Many people who spoke to APTN believe part of the reason why the abuse has been kept quiet so long is because too many chiefs have been abusers themselves.

That includes Eli Mandamin of Iskatewizaagegan 39 First Nation, who was convicted in 2019 of a historic sex crime against a 14-year-old girl in the 1980s when he was a special constable with the Ontario Provincial Police.

The victim told police that she had been raped.

Mandamin went on to become chief of his community in the late 80s and later served one term as the grand chief of the Grand Council of Treaty 3 in the 1990s. He was elected again as chief of Iskatewizaagegan, serving from 2006 to 2012.

“My biggest issue is some of these men are just portraying something that they’re not and, to me, that is like the purest abuse of power that you could possibly witness,” said Copenace.

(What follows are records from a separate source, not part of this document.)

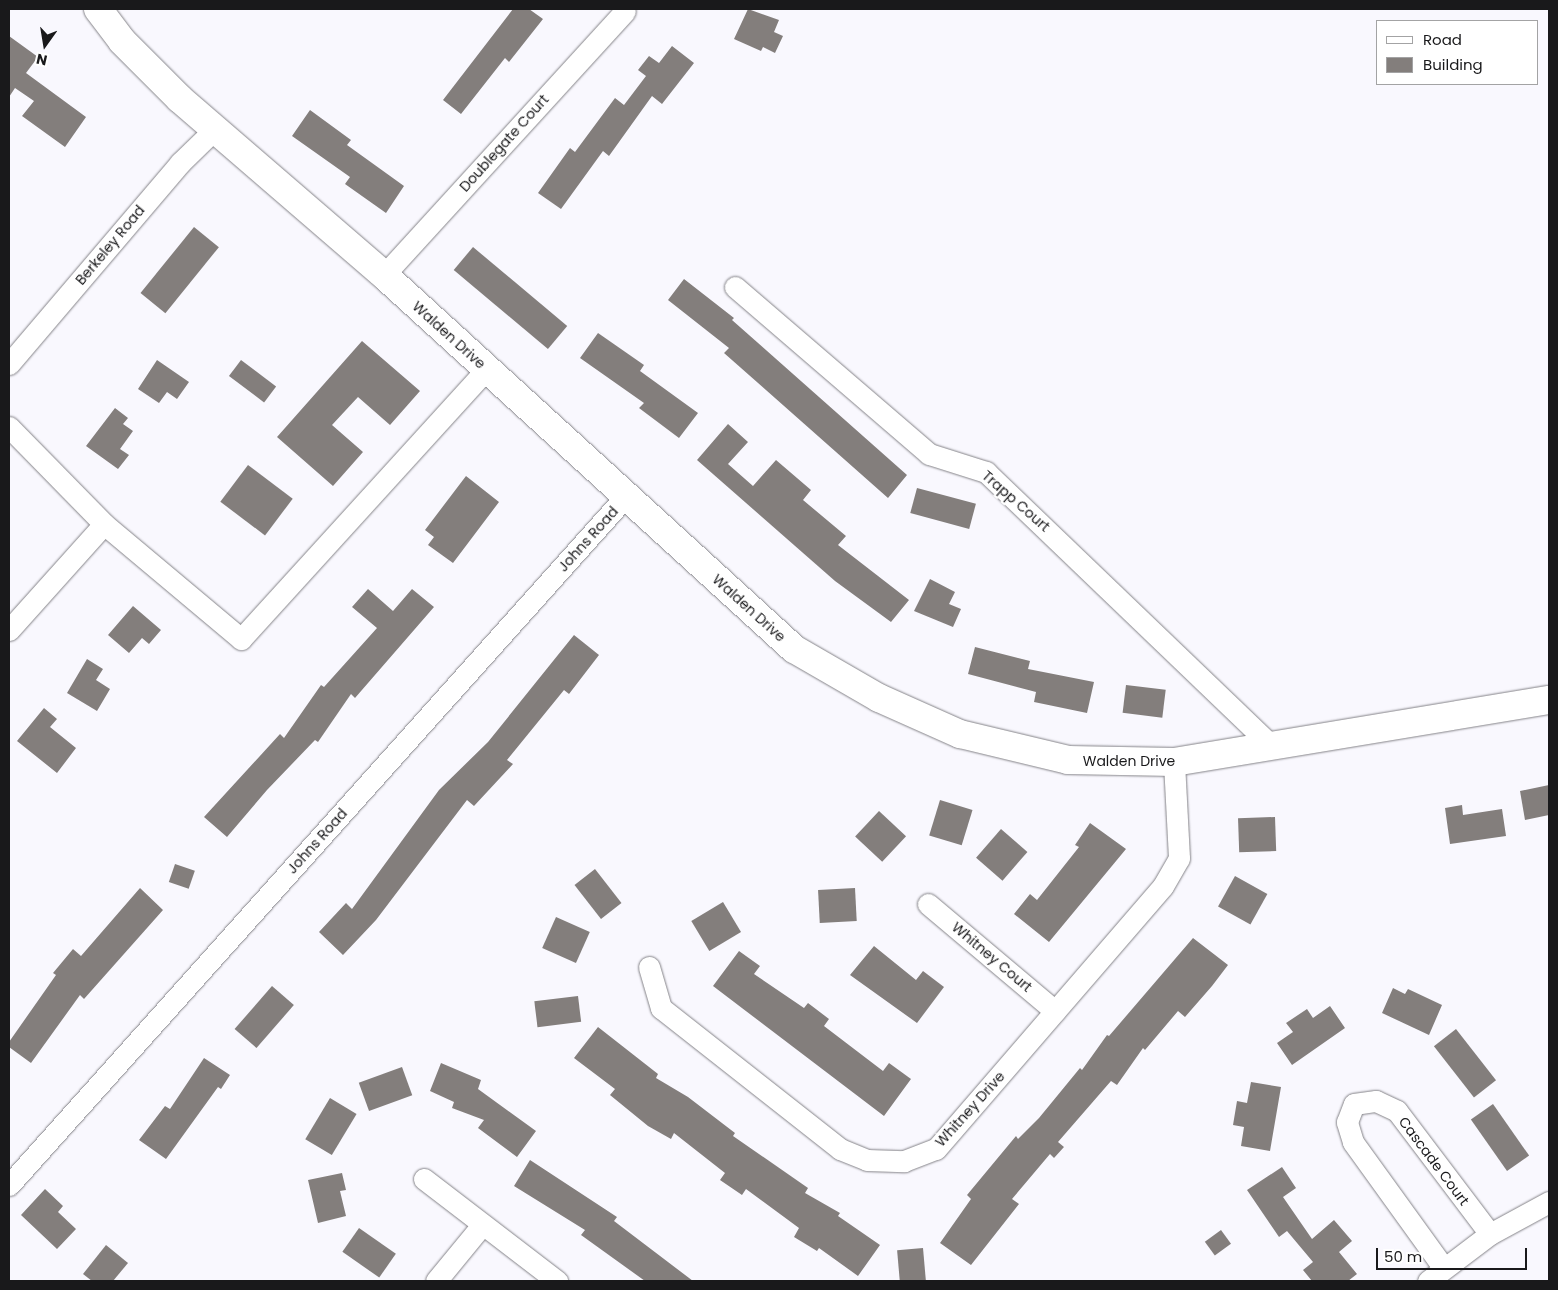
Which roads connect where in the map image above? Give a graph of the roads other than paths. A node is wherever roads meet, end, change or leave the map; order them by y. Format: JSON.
{"nodes":[{"id":1,"x":85,"y":9,"type":"edge"},
{"id":2,"x":98,"y":9,"type":"edge"},
{"id":3,"x":625,"y":11,"type":"dead end"},
{"id":4,"x":122,"y":41,"type":"junction"},
{"id":5,"x":215,"y":128,"type":"junction"},
{"id":6,"x":384,"y":275,"type":"junction"},
{"id":7,"x":735,"y":287,"type":"dead end"},
{"id":8,"x":9,"y":364,"type":"edge"},
{"id":9,"x":487,"y":369,"type":"junction"},
{"id":10,"x":9,"y":427,"type":"edge"},
{"id":11,"x":626,"y":496,"type":"junction"},
{"id":12,"x":104,"y":524,"type":"junction"},
{"id":13,"x":9,"y":630,"type":"edge"},
{"id":14,"x":1549,"y":700,"type":"edge"},
{"id":15,"x":1274,"y":747,"type":"junction"},
{"id":16,"x":1174,"y":762,"type":"junction"},
{"id":17,"x":928,"y":904,"type":"dead end"},
{"id":18,"x":649,"y":967,"type":"dead end"},
{"id":19,"x":1055,"y":1011,"type":"junction"},
{"id":20,"x":424,"y":1179,"type":"dead end"},
{"id":21,"x":9,"y":1185,"type":"edge"},
{"id":22,"x":1549,"y":1202,"type":"edge"},
{"id":23,"x":482,"y":1225,"type":"junction"},
{"id":24,"x":1490,"y":1234,"type":"junction"},
{"id":25,"x":1435,"y":1274,"type":"edge"},
{"id":26,"x":436,"y":1281,"type":"edge"},
{"id":27,"x":557,"y":1281,"type":"edge"}],
"edges":[{"from":1,"to":4,"type":"street","name":"Walden Drive"},
{"from":2,"to":4,"type":"street","name":"Walden Drive"},
{"from":3,"to":6,"type":"street","name":"Doublegate Court"},
{"from":4,"to":5,"type":"street","name":"Walden Drive"},
{"from":5,"to":6,"type":"street","name":"Walden Drive"},
{"from":5,"to":8,"type":"street","name":"Berkeley Road"},
{"from":6,"to":9,"type":"street","name":"Walden Drive"},
{"from":7,"to":15,"type":"street","name":"Trapp Court"},
{"from":9,"to":11,"type":"street","name":"Walden Drive"},
{"from":9,"to":12,"type":"street"},
{"from":10,"to":12,"type":"street"},
{"from":11,"to":16,"type":"street","name":"Walden Drive"},
{"from":11,"to":21,"type":"street","name":"Johns Road"},
{"from":12,"to":13,"type":"street"},
{"from":14,"to":15,"type":"street","name":"Walden Drive"},
{"from":15,"to":16,"type":"street","name":"Walden Drive"},
{"from":16,"to":19,"type":"street","name":"Whitney Drive"},
{"from":17,"to":19,"type":"street","name":"Whitney Court"},
{"from":18,"to":19,"type":"street","name":"Whitney Drive"},
{"from":20,"to":23,"type":"street"},
{"from":22,"to":24,"type":"street"},
{"from":23,"to":26,"type":"street"},
{"from":23,"to":27,"type":"street"},
{"from":24,"to":25,"type":"street"},
{"from":24,"to":25,"type":"street","name":"Cascade Court"}]}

APTN continues to investigate sexual abuse and reporter Kenneth Jackson can be reached by calling or texting his cellphone at 613-325-6073.

Editor’s note: There are five additional First Nation communities in Treaty 3, including Buffalo Point and Sagkeeng First Nations in Manitoba which are policed by the RCMP.

Sagkeeng is also part of Treaty 1 and reported 95 sexual assaults between 2017 and 2021, including 27 reports of sexual interference, meaning the victim was under the age of 16. Based on Sagkeeng’s registered population with the federal government of 3,662 and 14 reported sexual assaults in 2021, it had a sexual assault crime of 382/100,000.

Buffalo Point is a much smaller community of 54 people and the RCMP reported four sexual assaults in 2021.

The Ontario Provincial Police patrol the Ojibways of Saugeen Nation, which said there’s been four reports of sexual assault in the last five years. It’s on-reserve population was 82 as of Dec.

Numbers for the remaining two nations weren’t available. That includes Lac Seul First Nation, which has it’s own police force, with a population of 936.

The last nation under Treaty 3 is Lac des Mille Lac First Nation, which had seven people on-reserve last year.

With the additional data, the police-reported sexual assault crime rate across Treaty 3 in 2021 was 10 times higher than the national average.